*Assignment*
Search the records for the word "Vila" and copy each line in which it appears.

*Stored items*
* * * * * * * * *

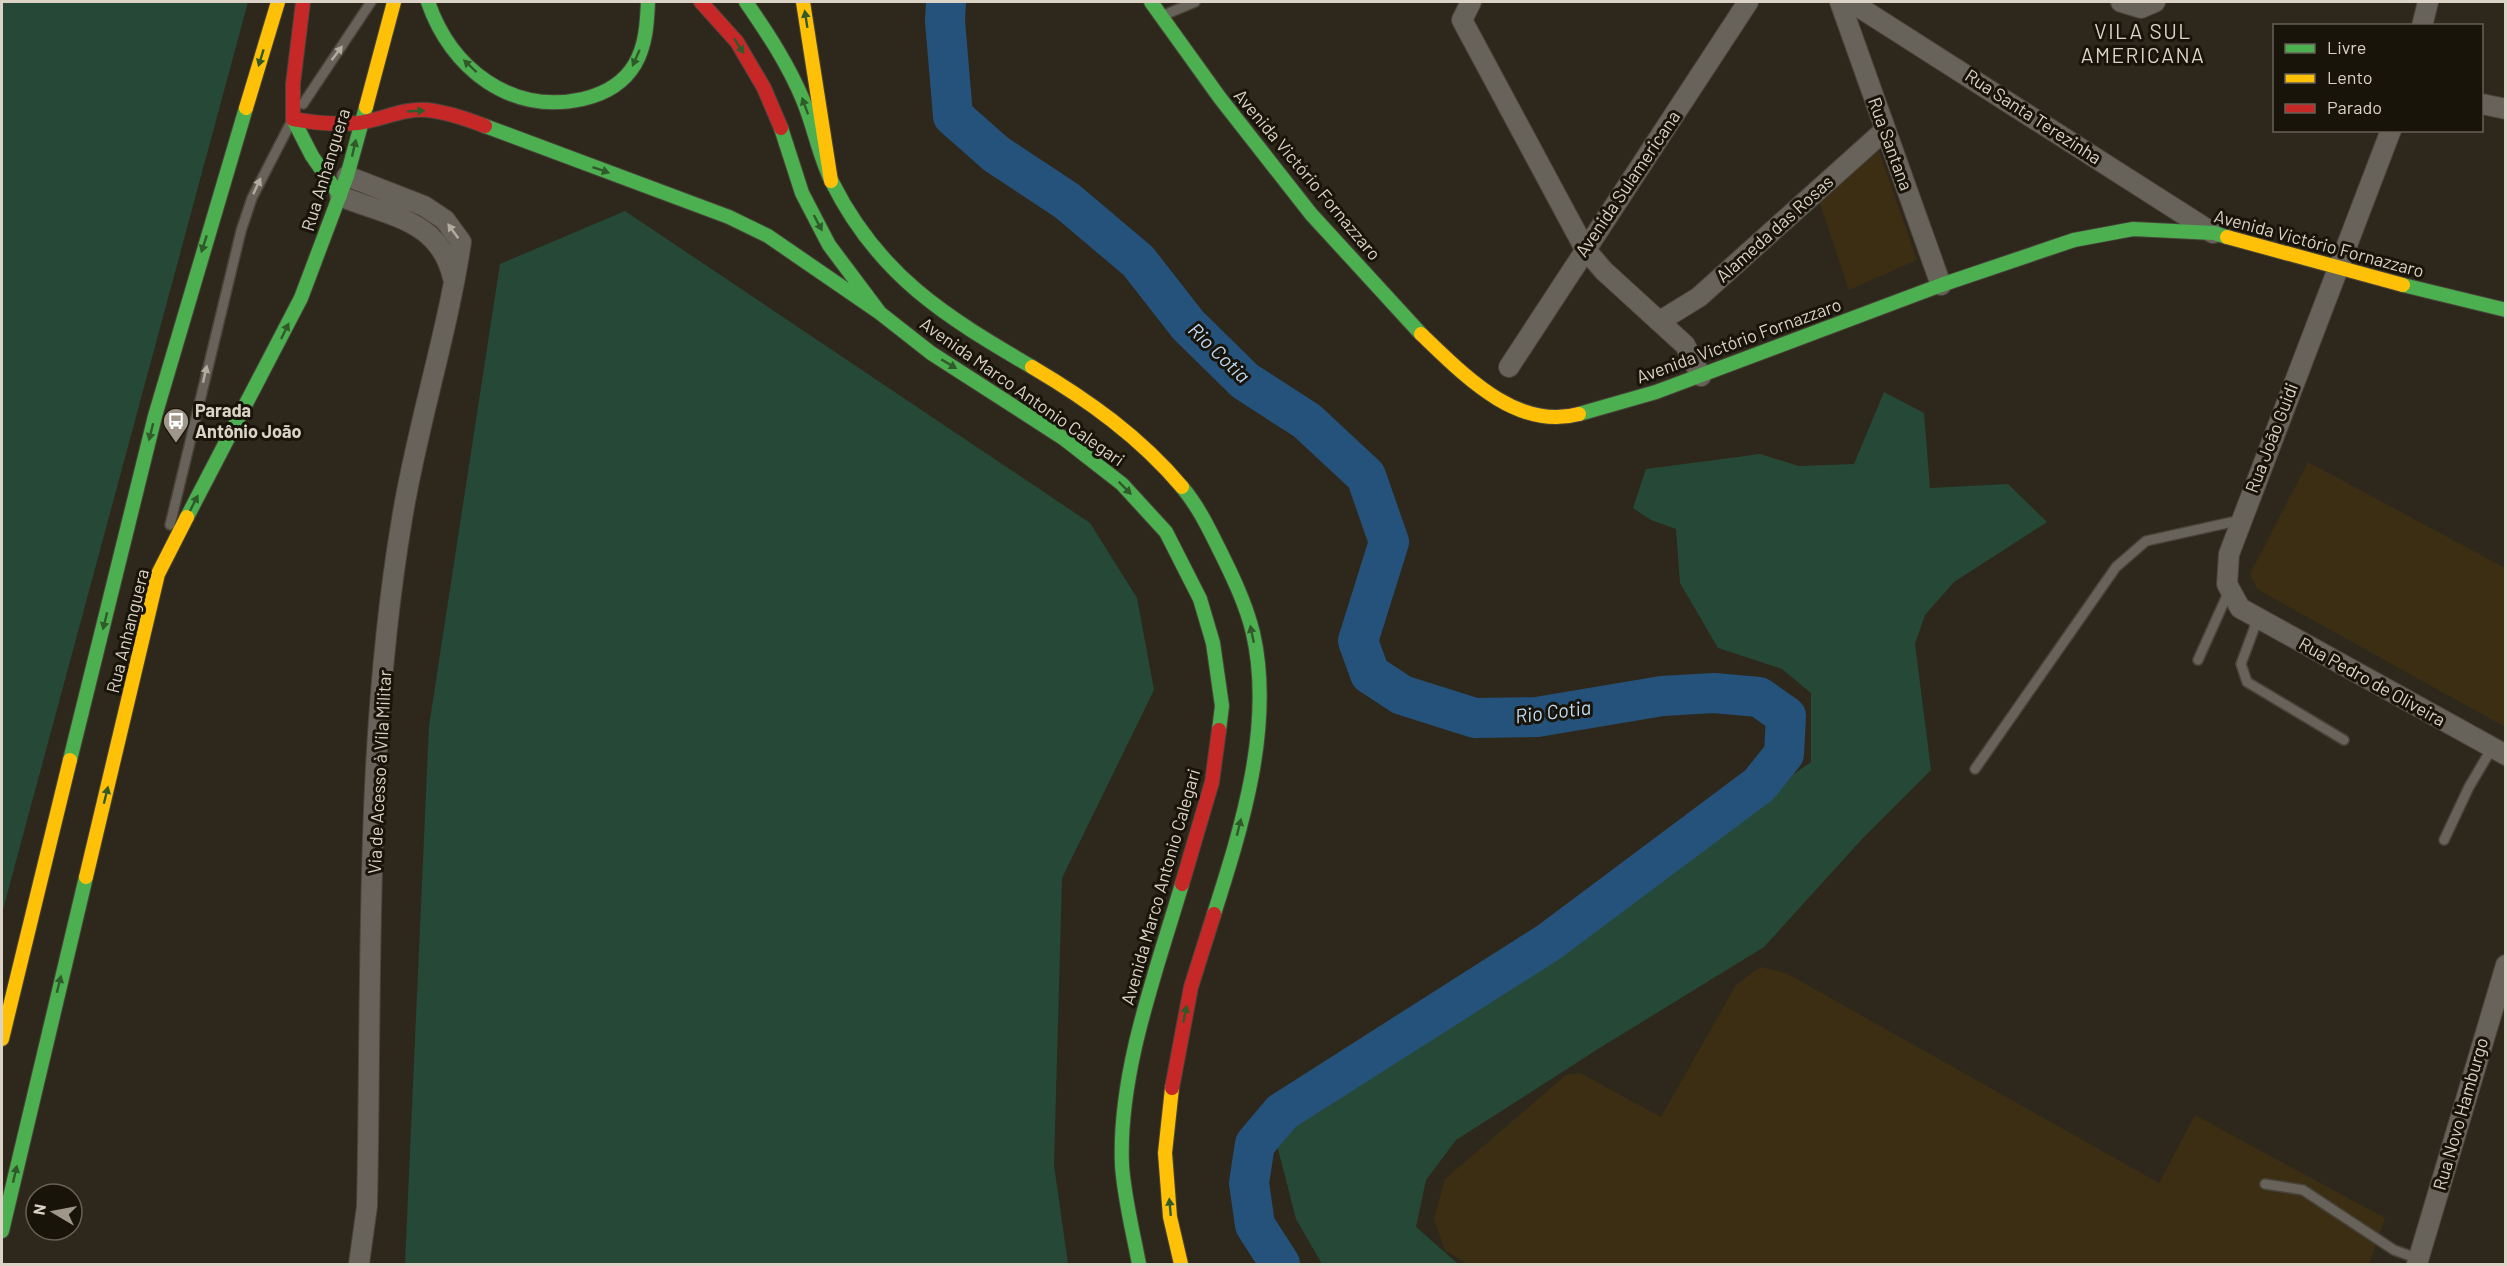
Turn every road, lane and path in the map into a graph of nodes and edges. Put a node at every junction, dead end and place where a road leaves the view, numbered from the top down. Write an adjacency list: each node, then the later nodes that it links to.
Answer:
1 (278, 2): 50 (main road, Rua Anhanguera, one-way to 50)
2 (303, 2): 23 (main road)
3 (371, 2): 23 (lane, one-way to 3)
4 (394, 2): 24 (main road, Rua Anhanguera)
5 (428, 2): 6 (main road, one-way to 5)
6 (648, 2)
7 (701, 2): 36 (main road, Avenida Marco Antonio Calegari, one-way to 36)
8 (746, 2): 28 (main road, Avenida Marco Antonio Calegari, one-way to 8)
9 (803, 2): 28 (main road, one-way to 9)
10 (1151, 2): 19 (main road, Avenida Victório Fornazzaro)
11 (1195, 2): 19 (lane)
12 (1471, 2): 31 (street)
13 (1748, 2): 31 (street, Avenida Sulamericana)
14 (1840, 2): 25 (street, Rua Santana)
15 (1851, 2): 30 (street, Rua Santa Terezinha)
16 (2155, 2): 18 (street)
17 (2428, 2): 20 (street)
18 (2128, 5)
19 (1161, 16): 39 (main road, Avenida Victório Fornazzaro)
20 (2422, 24)
21 (2483, 104): 22 (street)
22 (2505, 109)
23 (293, 119): 24 (main road); 29 (main road); 41 (lane, one-way to 23)
24 (360, 123): 27 (main road, Rua Anhanguera, one-way to 24); 36 (main road, one-way to 36)
25 (1885, 130): 33 (street, Rua Santana); 37 (street, Alameda das Rosas)
26 (2390, 132): 32 (street, Rua João Guidi)
27 (347, 176): 29 (main road, Rua Anhanguera); 34 (street, Via de Acesso à Vila Militar, one-way to 27)
28 (831, 181): 56 (main road, Avenida Marco Antonio Calegari, one-way to 28)
29 (340, 196): 34 (street, Via de Acesso à Vila Militar); 41 (main road, Rua Anhanguera, one-way to 29)
30 (2214, 233): 32 (main road, Avenida Victório Fornazzaro); 33 (main road, Avenida Victório Fornazzaro)
31 (1585, 249): 37 (street); 38 (street, Avenida Sulamericana)
32 (2338, 269): 35 (main road, Avenida Victório Fornazzaro); 40 (street, Rua João Guidi)
33 (1941, 285): 39 (main road, Avenida Victório Fornazzaro)
34 (454, 286): 54 (street, Via de Acesso à Vila Militar)
35 (2505, 310)
36 (880, 314): 55 (main road, Avenida Marco Antonio Calegari, one-way to 55)
37 (1660, 321): 39 (street)
38 (1509, 367)
39 (1701, 376)
40 (2241, 520): 42 (street, Rua João Guidi); 47 (lane)
41 (158, 574): 52 (main road, Rua Anhanguera, one-way to 41)
42 (2229, 591): 43 (street, Rua Pedro de Oliveira); 44 (lane)
43 (2258, 618): 45 (lane); 46 (street, Rua Pedro de Oliveira)
44 (2198, 660)
45 (2344, 740)
46 (2498, 751): 48 (lane)
47 (1975, 769)
48 (2444, 840)
49 (2505, 970): 53 (street, Rua Novo Hamburgo)
50 (2, 1039)
51 (2265, 1184): 53 (lane)
52 (2, 1231)
53 (2418, 1262)
54 (359, 1264)
55 (1138, 1264)
56 (1181, 1264)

* * * * * * * * *

*Exercise output*
27 (347, 176): 29 (main road, Rua Anhanguera); 34 (street, Via de Acesso à Vila Militar, one-way to 27)
29 (340, 196): 34 (street, Via de Acesso à Vila Militar); 41 (main road, Rua Anhanguera, one-way to 29)
34 (454, 286): 54 (street, Via de Acesso à Vila Militar)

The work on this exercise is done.